Goal of the exercise:
Every line of the data must be retyped exactly as it stands.

═══ Extracted entries

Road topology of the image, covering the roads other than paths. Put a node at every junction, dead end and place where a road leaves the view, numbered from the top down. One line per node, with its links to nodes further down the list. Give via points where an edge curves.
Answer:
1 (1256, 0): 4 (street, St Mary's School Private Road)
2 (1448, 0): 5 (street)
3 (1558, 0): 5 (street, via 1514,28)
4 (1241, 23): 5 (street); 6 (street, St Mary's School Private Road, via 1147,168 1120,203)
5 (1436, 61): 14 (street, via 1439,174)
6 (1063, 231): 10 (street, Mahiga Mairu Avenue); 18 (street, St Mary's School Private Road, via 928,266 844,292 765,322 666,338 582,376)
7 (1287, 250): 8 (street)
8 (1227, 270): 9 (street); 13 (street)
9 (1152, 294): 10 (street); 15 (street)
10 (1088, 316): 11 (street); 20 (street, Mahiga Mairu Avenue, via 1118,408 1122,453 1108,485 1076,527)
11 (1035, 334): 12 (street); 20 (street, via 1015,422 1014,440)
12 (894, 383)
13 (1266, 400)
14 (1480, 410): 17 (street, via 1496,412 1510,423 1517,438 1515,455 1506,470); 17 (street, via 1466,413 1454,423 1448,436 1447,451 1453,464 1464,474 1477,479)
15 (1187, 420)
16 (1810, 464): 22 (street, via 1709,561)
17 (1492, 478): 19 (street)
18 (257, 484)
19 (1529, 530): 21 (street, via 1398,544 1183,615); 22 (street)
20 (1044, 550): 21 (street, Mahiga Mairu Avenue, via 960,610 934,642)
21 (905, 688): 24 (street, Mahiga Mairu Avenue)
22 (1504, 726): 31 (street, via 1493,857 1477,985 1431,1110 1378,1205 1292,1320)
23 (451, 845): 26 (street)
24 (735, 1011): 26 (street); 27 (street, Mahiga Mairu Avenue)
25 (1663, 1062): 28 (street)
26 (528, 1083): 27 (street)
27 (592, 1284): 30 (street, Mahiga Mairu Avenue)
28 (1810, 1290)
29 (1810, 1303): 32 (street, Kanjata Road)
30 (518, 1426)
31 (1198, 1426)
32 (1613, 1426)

══════

Worked solution:
Road topology of the image, covering the roads other than paths. Put a node at every junction, dead end and place where a road leaves the view, numbered from the top down. One line per node, with its links to nodes further down the list. Give via points where an edge curves.
Answer:
1 (1256, 0): 4 (street, St Mary's School Private Road)
2 (1448, 0): 5 (street)
3 (1558, 0): 5 (street, via 1514,28)
4 (1241, 23): 5 (street); 6 (street, St Mary's School Private Road, via 1147,168 1120,203)
5 (1436, 61): 14 (street, via 1439,174)
6 (1063, 231): 10 (street, Mahiga Mairu Avenue); 18 (street, St Mary's School Private Road, via 928,266 844,292 765,322 666,338 582,376)
7 (1287, 250): 8 (street)
8 (1227, 270): 9 (street); 13 (street)
9 (1152, 294): 10 (street); 15 (street)
10 (1088, 316): 11 (street); 20 (street, Mahiga Mairu Avenue, via 1118,408 1122,453 1108,485 1076,527)
11 (1035, 334): 12 (street); 20 (street, via 1015,422 1014,440)
12 (894, 383)
13 (1266, 400)
14 (1480, 410): 17 (street, via 1496,412 1510,423 1517,438 1515,455 1506,470); 17 (street, via 1466,413 1454,423 1448,436 1447,451 1453,464 1464,474 1477,479)
15 (1187, 420)
16 (1810, 464): 22 (street, via 1709,561)
17 (1492, 478): 19 (street)
18 (257, 484)
19 (1529, 530): 21 (street, via 1398,544 1183,615); 22 (street)
20 (1044, 550): 21 (street, Mahiga Mairu Avenue, via 960,610 934,642)
21 (905, 688): 24 (street, Mahiga Mairu Avenue)
22 (1504, 726): 31 (street, via 1493,857 1477,985 1431,1110 1378,1205 1292,1320)
23 (451, 845): 26 (street)
24 (735, 1011): 26 (street); 27 (street, Mahiga Mairu Avenue)
25 (1663, 1062): 28 (street)
26 (528, 1083): 27 (street)
27 (592, 1284): 30 (street, Mahiga Mairu Avenue)
28 (1810, 1290)
29 (1810, 1303): 32 (street, Kanjata Road)
30 (518, 1426)
31 (1198, 1426)
32 (1613, 1426)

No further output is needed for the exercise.